Segment Start: Information

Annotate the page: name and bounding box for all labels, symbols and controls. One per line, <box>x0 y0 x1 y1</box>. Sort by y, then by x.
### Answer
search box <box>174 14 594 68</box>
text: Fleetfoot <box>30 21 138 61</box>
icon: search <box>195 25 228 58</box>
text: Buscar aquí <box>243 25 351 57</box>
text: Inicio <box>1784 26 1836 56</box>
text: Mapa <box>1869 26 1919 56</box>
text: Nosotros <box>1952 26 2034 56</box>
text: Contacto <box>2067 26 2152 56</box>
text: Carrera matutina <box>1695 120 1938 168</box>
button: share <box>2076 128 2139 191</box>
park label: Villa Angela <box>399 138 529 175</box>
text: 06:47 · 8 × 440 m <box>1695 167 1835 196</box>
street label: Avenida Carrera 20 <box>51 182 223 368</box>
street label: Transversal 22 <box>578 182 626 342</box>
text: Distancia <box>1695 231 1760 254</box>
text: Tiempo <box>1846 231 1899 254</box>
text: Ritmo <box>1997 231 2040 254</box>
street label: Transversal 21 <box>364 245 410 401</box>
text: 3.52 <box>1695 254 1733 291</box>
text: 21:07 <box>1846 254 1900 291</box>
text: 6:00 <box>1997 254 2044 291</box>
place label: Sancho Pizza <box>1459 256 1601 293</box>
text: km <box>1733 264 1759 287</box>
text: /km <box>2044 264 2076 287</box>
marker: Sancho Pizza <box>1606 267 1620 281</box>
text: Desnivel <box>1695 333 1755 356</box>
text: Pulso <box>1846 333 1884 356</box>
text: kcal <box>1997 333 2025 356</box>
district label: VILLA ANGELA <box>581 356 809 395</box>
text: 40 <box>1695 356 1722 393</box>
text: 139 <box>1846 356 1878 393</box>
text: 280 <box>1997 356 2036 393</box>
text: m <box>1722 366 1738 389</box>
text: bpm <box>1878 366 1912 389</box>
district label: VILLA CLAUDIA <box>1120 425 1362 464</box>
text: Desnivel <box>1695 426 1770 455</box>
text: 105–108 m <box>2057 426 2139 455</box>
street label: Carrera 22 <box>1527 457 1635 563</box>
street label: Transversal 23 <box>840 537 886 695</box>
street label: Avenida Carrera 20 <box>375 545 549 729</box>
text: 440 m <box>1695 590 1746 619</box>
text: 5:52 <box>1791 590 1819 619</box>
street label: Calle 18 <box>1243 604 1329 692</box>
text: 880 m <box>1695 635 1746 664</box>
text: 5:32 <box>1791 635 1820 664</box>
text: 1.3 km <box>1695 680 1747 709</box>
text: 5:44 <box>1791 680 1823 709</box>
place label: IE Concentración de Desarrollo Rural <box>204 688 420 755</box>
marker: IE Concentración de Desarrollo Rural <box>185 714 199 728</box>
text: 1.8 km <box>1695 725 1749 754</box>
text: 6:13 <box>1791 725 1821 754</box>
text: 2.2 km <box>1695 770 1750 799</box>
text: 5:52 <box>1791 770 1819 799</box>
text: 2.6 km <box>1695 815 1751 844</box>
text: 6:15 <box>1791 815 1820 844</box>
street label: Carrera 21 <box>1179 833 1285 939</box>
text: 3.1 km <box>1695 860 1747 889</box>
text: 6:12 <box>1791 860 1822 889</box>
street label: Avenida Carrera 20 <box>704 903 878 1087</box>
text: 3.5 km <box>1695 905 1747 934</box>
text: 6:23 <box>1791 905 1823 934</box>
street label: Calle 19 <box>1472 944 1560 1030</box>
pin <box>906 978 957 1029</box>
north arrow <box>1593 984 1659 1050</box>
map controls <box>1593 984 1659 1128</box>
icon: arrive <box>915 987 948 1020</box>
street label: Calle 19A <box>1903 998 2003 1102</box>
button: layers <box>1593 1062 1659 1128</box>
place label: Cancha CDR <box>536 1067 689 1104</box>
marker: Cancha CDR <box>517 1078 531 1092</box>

Segment End: Information

*Task goal:*
Would you please copy the material above exactly, with nothing left out?

*Written answer:*
Annotate the page: name and bounding box for all labels, symbols and controls. One per line, <box>x0 y0 x1 y1</box>. Sort by y, then by x.
### Answer
search box <box>174 14 594 68</box>
text: Fleetfoot <box>30 21 138 61</box>
icon: search <box>195 25 228 58</box>
text: Buscar aquí <box>243 25 351 57</box>
text: Inicio <box>1784 26 1836 56</box>
text: Mapa <box>1869 26 1919 56</box>
text: Nosotros <box>1952 26 2034 56</box>
text: Contacto <box>2067 26 2152 56</box>
text: Carrera matutina <box>1695 120 1938 168</box>
button: share <box>2076 128 2139 191</box>
park label: Villa Angela <box>399 138 529 175</box>
text: 06:47 · 8 × 440 m <box>1695 167 1835 196</box>
street label: Avenida Carrera 20 <box>51 182 223 368</box>
street label: Transversal 22 <box>578 182 626 342</box>
text: Distancia <box>1695 231 1760 254</box>
text: Tiempo <box>1846 231 1899 254</box>
text: Ritmo <box>1997 231 2040 254</box>
street label: Transversal 21 <box>364 245 410 401</box>
text: 3.52 <box>1695 254 1733 291</box>
text: 21:07 <box>1846 254 1900 291</box>
text: 6:00 <box>1997 254 2044 291</box>
place label: Sancho Pizza <box>1459 256 1601 293</box>
text: km <box>1733 264 1759 287</box>
text: /km <box>2044 264 2076 287</box>
marker: Sancho Pizza <box>1606 267 1620 281</box>
text: Desnivel <box>1695 333 1755 356</box>
text: Pulso <box>1846 333 1884 356</box>
text: kcal <box>1997 333 2025 356</box>
district label: VILLA ANGELA <box>581 356 809 395</box>
text: 40 <box>1695 356 1722 393</box>
text: 139 <box>1846 356 1878 393</box>
text: 280 <box>1997 356 2036 393</box>
text: m <box>1722 366 1738 389</box>
text: bpm <box>1878 366 1912 389</box>
district label: VILLA CLAUDIA <box>1120 425 1362 464</box>
text: Desnivel <box>1695 426 1770 455</box>
text: 105–108 m <box>2057 426 2139 455</box>
street label: Carrera 22 <box>1527 457 1635 563</box>
street label: Transversal 23 <box>840 537 886 695</box>
street label: Avenida Carrera 20 <box>375 545 549 729</box>
text: 440 m <box>1695 590 1746 619</box>
text: 5:52 <box>1791 590 1819 619</box>
street label: Calle 18 <box>1243 604 1329 692</box>
text: 880 m <box>1695 635 1746 664</box>
text: 5:32 <box>1791 635 1820 664</box>
text: 1.3 km <box>1695 680 1747 709</box>
text: 5:44 <box>1791 680 1823 709</box>
place label: IE Concentración de Desarrollo Rural <box>204 688 420 755</box>
marker: IE Concentración de Desarrollo Rural <box>185 714 199 728</box>
text: 1.8 km <box>1695 725 1749 754</box>
text: 6:13 <box>1791 725 1821 754</box>
text: 2.2 km <box>1695 770 1750 799</box>
text: 5:52 <box>1791 770 1819 799</box>
text: 2.6 km <box>1695 815 1751 844</box>
text: 6:15 <box>1791 815 1820 844</box>
street label: Carrera 21 <box>1179 833 1285 939</box>
text: 3.1 km <box>1695 860 1747 889</box>
text: 6:12 <box>1791 860 1822 889</box>
street label: Avenida Carrera 20 <box>704 903 878 1087</box>
text: 3.5 km <box>1695 905 1747 934</box>
text: 6:23 <box>1791 905 1823 934</box>
street label: Calle 19 <box>1472 944 1560 1030</box>
pin <box>906 978 957 1029</box>
north arrow <box>1593 984 1659 1050</box>
map controls <box>1593 984 1659 1128</box>
icon: arrive <box>915 987 948 1020</box>
street label: Calle 19A <box>1903 998 2003 1102</box>
button: layers <box>1593 1062 1659 1128</box>
place label: Cancha CDR <box>536 1067 689 1104</box>
marker: Cancha CDR <box>517 1078 531 1092</box>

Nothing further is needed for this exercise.